December 12, 2003
Cincinnati Business Courier
Some happy endings, some same-old for minority firms
Dan Monk
Courier Senior Staff Reporter
Evans Nwankwo "graduated" in November from an informal mentoring process
in which his black-owned business participated in a series of joint
ventures with Cincinnati's largest construction companies. His diploma
is a $22 million construction-management contract to build a new elementary
school and renovate a junior and senior high school for the Georgetown
Exempted Village school district. It's the largest deal Megen Construction
Co. has ever won on its own. And it follows three years of projects
in which Megen, as a minority partner with Turner Construction Co.,
did $110 million in work for 10 area school districts. "Our partnership
with Turner allowed us to be able to tackle" the Georgetown bid, said
Nwankwo, who founded Megen in 1993. "That's a strong testimony that
it can work and it does work."
But is Nwankwo's success the exception or the rule? It's been more
than two years since simmering racial tensions in Cincinnati exploded
into riots, following the police shooting death of a young black man,
Timothy Thomas. Now, Cincinnati revisits racial turmoil with the death
of another black man in police custody, Nathaniel Jones. In 2001, a
Courier analysis showed economic issues lay at the root of the city's
racial tensions. That report, "The $632 million afterthought," helped
make the development of Cincinnati's black economy a strategic imperative.
Local business leaders formed the Minority Business Accelerator, designed
to forge new relationships between Cincinnati's largest companies and
minority-owned firms. The MBA, housed at the Greater Cincinnati Chamber
of Commerce, has yet to announce concrete results, although it claims
to have several deals in the works.
"Growth takes time," said Mel Gravely, a local consultant who wrote
the MBA's business plan. "Evans is probably the vanguard of a trend.
What you're going to find is more and more cases like that coming up."
One such deal might be announced by year-end, said MBA Director Calvin
Buford, involving a minority-owned firm's acquisition of another company.

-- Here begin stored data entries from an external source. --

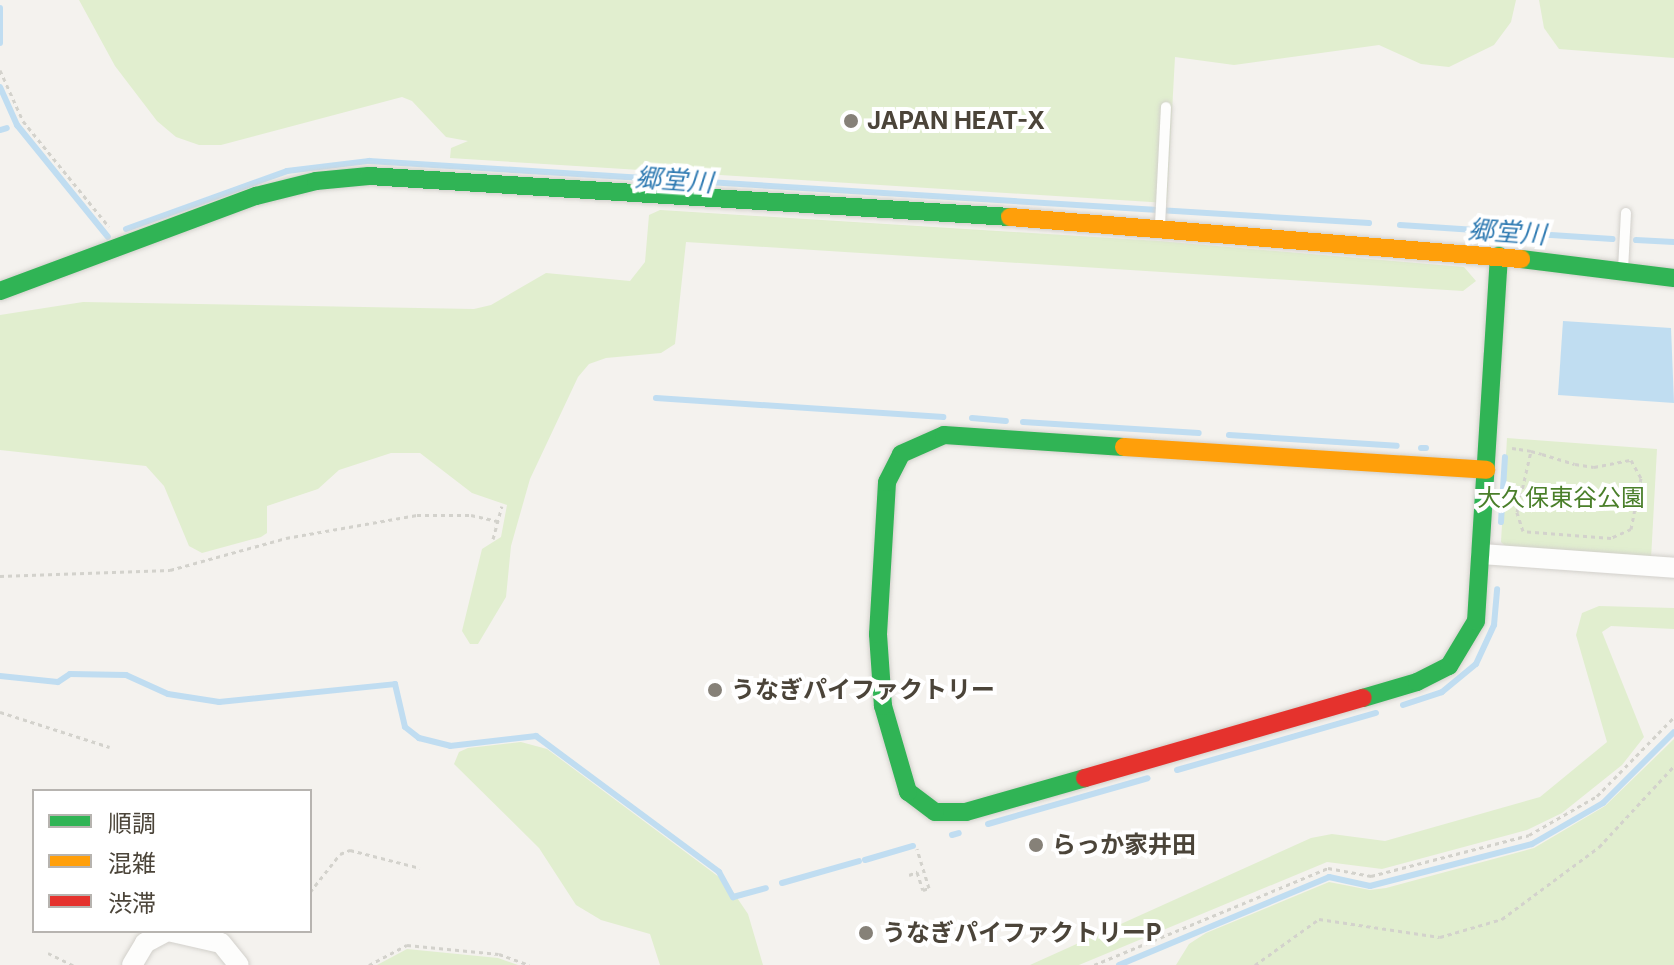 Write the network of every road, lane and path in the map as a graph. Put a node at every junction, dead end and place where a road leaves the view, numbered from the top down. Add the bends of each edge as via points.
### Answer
1 (0, 70) edge
2 (1166, 107) dead end
3 (1626, 213) dead end
4 (1160, 223) junction
5 (111, 230) dead end
6 (1499, 256) junction
7 (1622, 272) junction
8 (1674, 278) edge
9 (0, 291) edge
10 (1500, 447) dead end
11 (1531, 451) junction
12 (1486, 470) junction
13 (502, 506) dead end
14 (498, 521) junction
15 (493, 539) dead end
16 (1481, 554) junction
17 (1674, 568) edge
18 (0, 576) edge
19 (0, 712) edge
20 (1674, 717) edge
21 (110, 747) dead end
22 (1674, 766) edge
23 (917, 849) dead end
24 (420, 868) dead end
25 (909, 875) dead end
26 (312, 889) edge
27 (164, 933) edge
28 (177, 933) edge
29 (48, 953) dead end
30 (73, 965) edge
31 (132, 965) edge
32 (239, 965) edge
33 (369, 965) edge
34 (529, 965) edge
35 (1094, 965) edge
36 (1255, 965) edge

1 - 5 path via 23,121
2 - 4 lane
3 - 7 lane
4 - 6 street
4 - 9 street via 342,177 232,203
6 - 7 street
6 - 12 street
7 - 8 street
10 - 11 path
11 - 11 path via 1594,467 1631,460 1641,478 1631,529 1611,538 1523,531 1518,503
12 - 16 street
12 - 16 street via 944,435 914,444 897,461 887,482 878,634 883,706 900,776 920,804 950,814 966,812 1434,676 1471,638
13 - 14 path
14 - 15 path
14 - 18 path via 417,515 286,538 170,570
16 - 17 street
19 - 21 path
20 - 35 path via 1597,796 1529,835 1371,876 1328,868
22 - 36 path via 1599,847 1502,919 1440,937 1319,919
23 - 25 path via 929,888 923,890 917,872
24 - 26 path via 350,850 340,854
27 - 31 street via 145,943
28 - 32 street via 221,943
29 - 30 path
33 - 34 path via 407,945 499,954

The new entity will have more than $5 million in annual sales and contracts
with at least two large Cincinnati companies. Buford declined to provide
further details but said it's one of several joint ventures, acquisitions
and new-contract arrangements flowing through the MBA pipeline. While
Nwankwo's experience might offer reason for hope, not all indicators
are as positive.
'We're not there yet' Ed Jackson has seen sales decline by more than
20 percent since 2001, when he reported his industrial laundry company,
Fierro Technologies Inc., had $1 million in sales and huge potential
for growth. The manufacturing slump and overseas competition squeezed
Fierro's margins. The company markets an environmentally friendly way
to clean shop towels and clothing. One of his largest customers, Sun
Chemical, cut its ties with Fierro in May 2002. "They started buying
material from Mexico at the same price I was charging to clean it,"
he said. "That was probably our biggest blow over the last two years."
But Jackson, a former Procter & Gamble Co. executive who bought Fierro
in 1999, sees growth potential in a pair of budding relationships. Cintas
Corp. has started referring some of its work to his Lincoln Heights
company. And Jackson is in early talks with another company about becoming
a local reseller of its product. Jackson wouldn't name the product or
the company but said the talks were instigated by the chamber's MBA.
"We're learning, but we're not there yet," he said. "There's a lot more
interest in seeking out opportunities for MBEs. It's just a matter of,
you know, finding those matches. But there is a lot more dialogue, a
lot more searching to do those matches."
The more things change... Roosevelt Barnes has engaged in such dialogue,
but he has little to show for it to date. Last September, Barnes left
Western-Southern Financial Group's Eagle Realty division to start his
own commercial real estate firm in Madisonville. Barnes Real Estate
Group brokered $8.3 million worth of sales and leases in its debut year.
It now has 340 area apartment units under management. With annual revenue
"north of $200,000" and four employees, Barnes rates his startup year
as "pretty good."
More than half of Barnes' sales transactions have involved local black
churches. Barnes also has worked on assembling development sites in
the inner city. He secures options on sites of an acre or more, then
tries to get developers to bring retailers to the site. He's worked
on seven deals so far. A Walnut Hills deal is "signed and done," and
a second is close in Madisonville, he said. He's talked with larger
commercial real estate firms about joint-venture deals but has never
gotten past proposed fee arrangements he calls less than equitable.
Asked whether Cincinnati offers a better climate for black entrepreneurs
than it did two years ago, Barnes said, "Overall, I would say that things
have stayed pretty much the same."
© 2003 American City Business Journals Inc.